> [Exercise requirements]: Scan the records for the word "NESHAGI". Return each line where it is found.

━━━━━ Material for this exercise

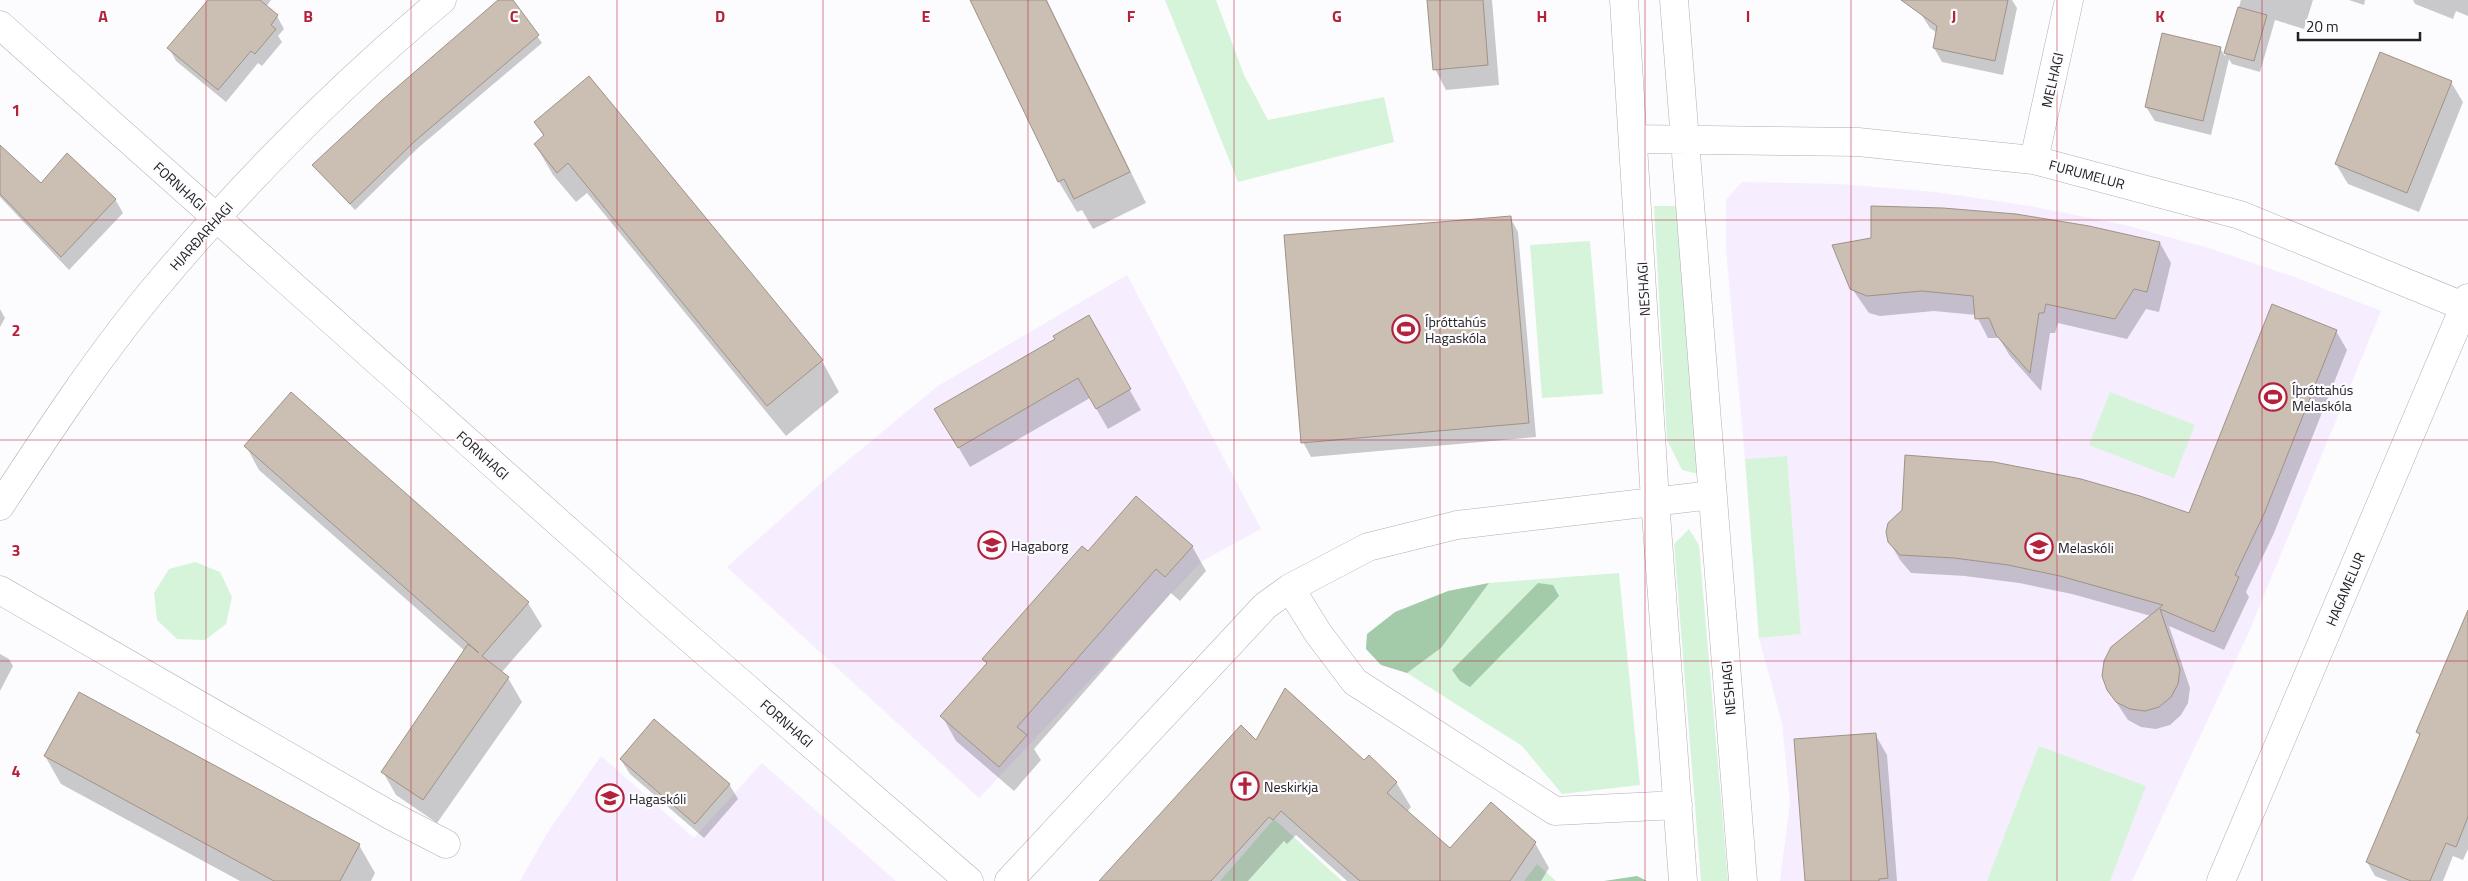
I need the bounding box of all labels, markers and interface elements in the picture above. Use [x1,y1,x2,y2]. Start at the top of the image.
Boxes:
text: A [98,4,108,28]
text: B [303,4,313,28]
text: C [510,4,519,28]
text: D [715,4,725,28]
text: E [922,4,931,28]
text: F [1127,4,1136,28]
text: G [1332,4,1342,28]
text: H [1537,4,1547,28]
text: I [1746,4,1750,28]
text: J [1952,4,1956,28]
text: K [2155,4,2165,28]
scale bar [2298,10,2420,42]
text: 20 m [2306,15,2339,38]
street label: MELHAGI [2035,50,2069,110]
text: 1 [12,98,20,122]
street label: FURUMELUR [2047,154,2127,194]
street label: FORNHAGI [149,157,211,215]
street label: HJARÐARHAGI [164,197,238,275]
street label: NESHAGI [1631,261,1655,317]
place label: Íþróttahús Hagaskóla [1425,311,1486,348]
sports icon: Íþróttahús Hagaskóla [1391,314,1421,344]
text: 2 [12,318,20,342]
place label: Íþróttahús Melaskóla [2292,379,2353,416]
sports icon: Íþróttahús Melaskóla [2258,382,2288,412]
street label: FORNHAGI [452,426,514,484]
school or university icon: Hagaborg [977,530,1007,560]
school or university icon: Melaskóli [2024,532,2054,562]
place label: Hagaborg [1011,535,1068,556]
place label: Melaskóli [2058,537,2114,558]
text: 3 [12,538,20,562]
street label: HAGAMELUR [2320,549,2370,629]
street label: NESHAGI [1715,660,1741,716]
street label: FORNHAGI [756,694,818,752]
text: 4 [12,759,21,783]
church icon: Neskirkja [1230,771,1260,801]
place label: Neskirkja [1264,776,1318,797]
school or university icon: Hagaskóli [595,783,625,813]
place label: Hagaskóli [629,788,686,809]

━━━━━━━━━━

> [Task response]:
street label: NESHAGI [1631,261,1655,317]
street label: NESHAGI [1715,660,1741,716]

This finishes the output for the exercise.